Chennai, August 7, 2021: While dismissing the petition of the assessee, the Madras High Court has ruled that Benefit of Section 10A of the Income Tax Act can be availed only if manufacturing activity is carried out by the company in a Special Economic Zone. 

A Bench of Justice S M Subramaniam observed that a manufacturer is not entitled to claim benefit u/s 10A for manufacturing activity done prior to 2001, simply because such activity was done in any software technology park. 

The Judgment came to be passed in relation to denial of exemption u/s 10A of the Income Tax Act to a manufacturer, on the ground that the manufacturing activity was carried out in a software technology park. 

The assessee company is engaged in the business of providing engineering and design services to its group companies. Although the assessment was finalized extending the benefit of Section 10A to assessee, the AO after some time issued notice u/s 148 for reopening the assessment. The assessee objected to the same contending that reopening was the result of mere change of opinion, however, the same were rejected. This led to filing of the present petition. 
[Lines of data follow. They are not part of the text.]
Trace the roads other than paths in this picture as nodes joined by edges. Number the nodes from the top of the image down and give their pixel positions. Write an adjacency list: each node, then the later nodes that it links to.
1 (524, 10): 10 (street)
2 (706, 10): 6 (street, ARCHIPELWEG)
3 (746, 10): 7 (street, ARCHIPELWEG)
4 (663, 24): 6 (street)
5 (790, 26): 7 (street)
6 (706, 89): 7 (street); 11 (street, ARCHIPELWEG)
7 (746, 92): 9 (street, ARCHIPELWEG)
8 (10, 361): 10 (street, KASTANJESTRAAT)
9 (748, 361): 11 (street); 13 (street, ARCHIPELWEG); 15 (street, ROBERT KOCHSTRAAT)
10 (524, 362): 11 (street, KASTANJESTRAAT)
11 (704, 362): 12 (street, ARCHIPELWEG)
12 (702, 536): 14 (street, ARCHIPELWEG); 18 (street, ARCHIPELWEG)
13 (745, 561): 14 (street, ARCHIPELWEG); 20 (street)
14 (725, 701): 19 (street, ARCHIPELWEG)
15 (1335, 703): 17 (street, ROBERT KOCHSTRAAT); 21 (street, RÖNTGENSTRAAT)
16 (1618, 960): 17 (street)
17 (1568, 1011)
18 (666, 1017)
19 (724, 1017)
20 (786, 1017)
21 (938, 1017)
“The case of the assessee, is admitted that the manufacture was commenced in the year 2008. When the manufacture or produce articles or things or computer software commences in the year 2008, then the case of the assessee squarely falls under sub-clause (i)(c) to sub-section (2) of Section 10A of the Income Tax Act. Therefore, the assessee must manufacture in any Special Economic Zone as the manufacture, admittedly, commenced in the year 2008,” observed the High Court. 
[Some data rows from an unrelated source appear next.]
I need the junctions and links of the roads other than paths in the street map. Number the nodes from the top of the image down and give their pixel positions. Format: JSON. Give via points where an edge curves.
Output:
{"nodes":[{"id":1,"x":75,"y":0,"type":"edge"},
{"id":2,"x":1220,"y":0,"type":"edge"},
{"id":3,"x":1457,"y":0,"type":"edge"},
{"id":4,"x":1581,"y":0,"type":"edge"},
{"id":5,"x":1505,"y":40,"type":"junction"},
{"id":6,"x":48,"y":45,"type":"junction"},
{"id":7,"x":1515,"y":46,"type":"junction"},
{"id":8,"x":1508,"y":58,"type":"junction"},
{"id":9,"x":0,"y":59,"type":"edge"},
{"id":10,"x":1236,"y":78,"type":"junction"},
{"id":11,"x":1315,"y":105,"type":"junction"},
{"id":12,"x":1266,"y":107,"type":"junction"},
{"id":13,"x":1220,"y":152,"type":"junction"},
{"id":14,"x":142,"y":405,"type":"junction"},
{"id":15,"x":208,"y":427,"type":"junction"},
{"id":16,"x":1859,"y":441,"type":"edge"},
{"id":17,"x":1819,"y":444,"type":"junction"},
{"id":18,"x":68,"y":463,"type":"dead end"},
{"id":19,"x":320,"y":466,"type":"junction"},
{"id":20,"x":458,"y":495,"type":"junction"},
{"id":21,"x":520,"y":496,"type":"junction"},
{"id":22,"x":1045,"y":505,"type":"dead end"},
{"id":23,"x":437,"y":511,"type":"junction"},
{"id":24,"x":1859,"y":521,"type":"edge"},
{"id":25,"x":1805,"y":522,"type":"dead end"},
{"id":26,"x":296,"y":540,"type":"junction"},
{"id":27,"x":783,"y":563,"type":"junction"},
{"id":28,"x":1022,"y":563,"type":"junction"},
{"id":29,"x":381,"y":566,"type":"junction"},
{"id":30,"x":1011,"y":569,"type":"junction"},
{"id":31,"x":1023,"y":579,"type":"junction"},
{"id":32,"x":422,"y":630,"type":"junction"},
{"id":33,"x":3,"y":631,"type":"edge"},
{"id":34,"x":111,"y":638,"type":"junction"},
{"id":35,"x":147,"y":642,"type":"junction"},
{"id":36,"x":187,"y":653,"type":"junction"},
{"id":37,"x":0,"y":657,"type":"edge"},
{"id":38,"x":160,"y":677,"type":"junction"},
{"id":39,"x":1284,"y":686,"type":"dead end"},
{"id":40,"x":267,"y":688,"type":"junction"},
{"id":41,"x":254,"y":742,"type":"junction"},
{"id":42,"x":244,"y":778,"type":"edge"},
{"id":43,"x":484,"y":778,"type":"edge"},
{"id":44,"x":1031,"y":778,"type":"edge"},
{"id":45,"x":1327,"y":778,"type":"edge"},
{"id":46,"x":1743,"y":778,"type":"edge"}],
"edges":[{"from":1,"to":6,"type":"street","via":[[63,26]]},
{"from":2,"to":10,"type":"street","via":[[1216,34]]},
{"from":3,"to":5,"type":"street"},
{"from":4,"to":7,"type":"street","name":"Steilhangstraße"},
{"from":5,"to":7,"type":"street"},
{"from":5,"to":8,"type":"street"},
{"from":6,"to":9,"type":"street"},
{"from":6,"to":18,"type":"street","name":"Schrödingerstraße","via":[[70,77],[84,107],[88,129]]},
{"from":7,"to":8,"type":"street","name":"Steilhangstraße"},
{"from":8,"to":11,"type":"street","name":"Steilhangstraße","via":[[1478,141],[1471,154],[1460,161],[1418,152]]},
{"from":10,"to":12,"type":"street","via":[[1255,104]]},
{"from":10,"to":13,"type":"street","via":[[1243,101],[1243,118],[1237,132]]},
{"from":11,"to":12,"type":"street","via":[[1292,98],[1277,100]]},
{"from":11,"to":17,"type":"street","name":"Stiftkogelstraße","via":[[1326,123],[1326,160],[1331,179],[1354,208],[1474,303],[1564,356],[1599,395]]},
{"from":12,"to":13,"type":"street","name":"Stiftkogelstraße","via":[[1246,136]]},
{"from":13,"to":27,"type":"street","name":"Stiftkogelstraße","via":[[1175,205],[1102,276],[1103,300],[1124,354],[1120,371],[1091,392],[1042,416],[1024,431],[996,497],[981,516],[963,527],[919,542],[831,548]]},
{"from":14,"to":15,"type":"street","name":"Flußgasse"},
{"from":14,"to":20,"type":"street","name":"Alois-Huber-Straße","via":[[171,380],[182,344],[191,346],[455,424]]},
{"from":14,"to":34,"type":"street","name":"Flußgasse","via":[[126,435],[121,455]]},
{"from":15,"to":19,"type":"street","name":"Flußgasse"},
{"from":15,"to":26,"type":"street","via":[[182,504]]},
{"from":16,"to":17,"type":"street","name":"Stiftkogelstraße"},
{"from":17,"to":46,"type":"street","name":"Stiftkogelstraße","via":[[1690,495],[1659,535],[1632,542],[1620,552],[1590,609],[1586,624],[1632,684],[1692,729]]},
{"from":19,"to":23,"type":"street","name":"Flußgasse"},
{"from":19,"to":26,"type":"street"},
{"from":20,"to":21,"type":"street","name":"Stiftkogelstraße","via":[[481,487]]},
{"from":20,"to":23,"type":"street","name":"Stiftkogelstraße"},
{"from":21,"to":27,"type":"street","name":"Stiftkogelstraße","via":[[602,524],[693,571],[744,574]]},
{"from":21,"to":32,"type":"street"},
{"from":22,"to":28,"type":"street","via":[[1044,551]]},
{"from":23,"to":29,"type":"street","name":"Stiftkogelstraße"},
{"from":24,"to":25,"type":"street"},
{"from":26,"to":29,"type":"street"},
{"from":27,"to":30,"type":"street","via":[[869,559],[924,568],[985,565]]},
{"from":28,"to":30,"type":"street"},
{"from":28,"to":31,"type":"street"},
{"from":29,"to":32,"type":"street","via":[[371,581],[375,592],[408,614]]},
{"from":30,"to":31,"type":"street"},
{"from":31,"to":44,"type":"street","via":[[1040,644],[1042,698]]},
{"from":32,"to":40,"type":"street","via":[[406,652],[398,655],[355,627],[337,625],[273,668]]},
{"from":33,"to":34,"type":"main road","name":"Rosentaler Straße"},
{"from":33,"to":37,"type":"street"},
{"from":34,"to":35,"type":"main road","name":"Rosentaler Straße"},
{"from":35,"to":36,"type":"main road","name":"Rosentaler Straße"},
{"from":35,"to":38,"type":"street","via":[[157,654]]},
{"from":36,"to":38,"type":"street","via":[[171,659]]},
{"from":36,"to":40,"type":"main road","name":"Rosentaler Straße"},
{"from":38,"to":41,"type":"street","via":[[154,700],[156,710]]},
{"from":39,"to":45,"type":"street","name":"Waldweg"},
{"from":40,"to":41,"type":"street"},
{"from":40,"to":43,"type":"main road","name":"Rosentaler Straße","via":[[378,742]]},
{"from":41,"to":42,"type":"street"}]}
Justice Subramanium found that the assessee is not entitled to claim the benefit under sub-clause (i)(b) software not manufacturing prior to 2001, so as to claim the benefit of Section 10A of the Income Tax Act on the ground that they are manufacturing in a software technology park. 

The scope of provisions would unambiguously portray that the case of the assessee is falling under Section 10A of sub-section (2) to sub-clause (i)(c) of the Income Tax Act, and therefore, if the assessee is manufacturing or producing articles or things of computer software, it must be in any Special Economic Zone, added the Court. 

The High Court noted that Form 56-F submitted by the assessee would reveal that they have not mentioned their location of functioning. However, they have furnished their address and the AO have filed counter stating that the Unit is not located in Special Economic Zone. 

This factum of location being established, the assessee company is not entitled to avail the benefit of Section 10A, added Justice Subramanium. 

The Court, however, made it clear that if at all any “contra materials” are available with the assessee, it is for them to place it before the AO for the purpose of availing the benefit for which they are entitled under the provisions of the Income Tax Act.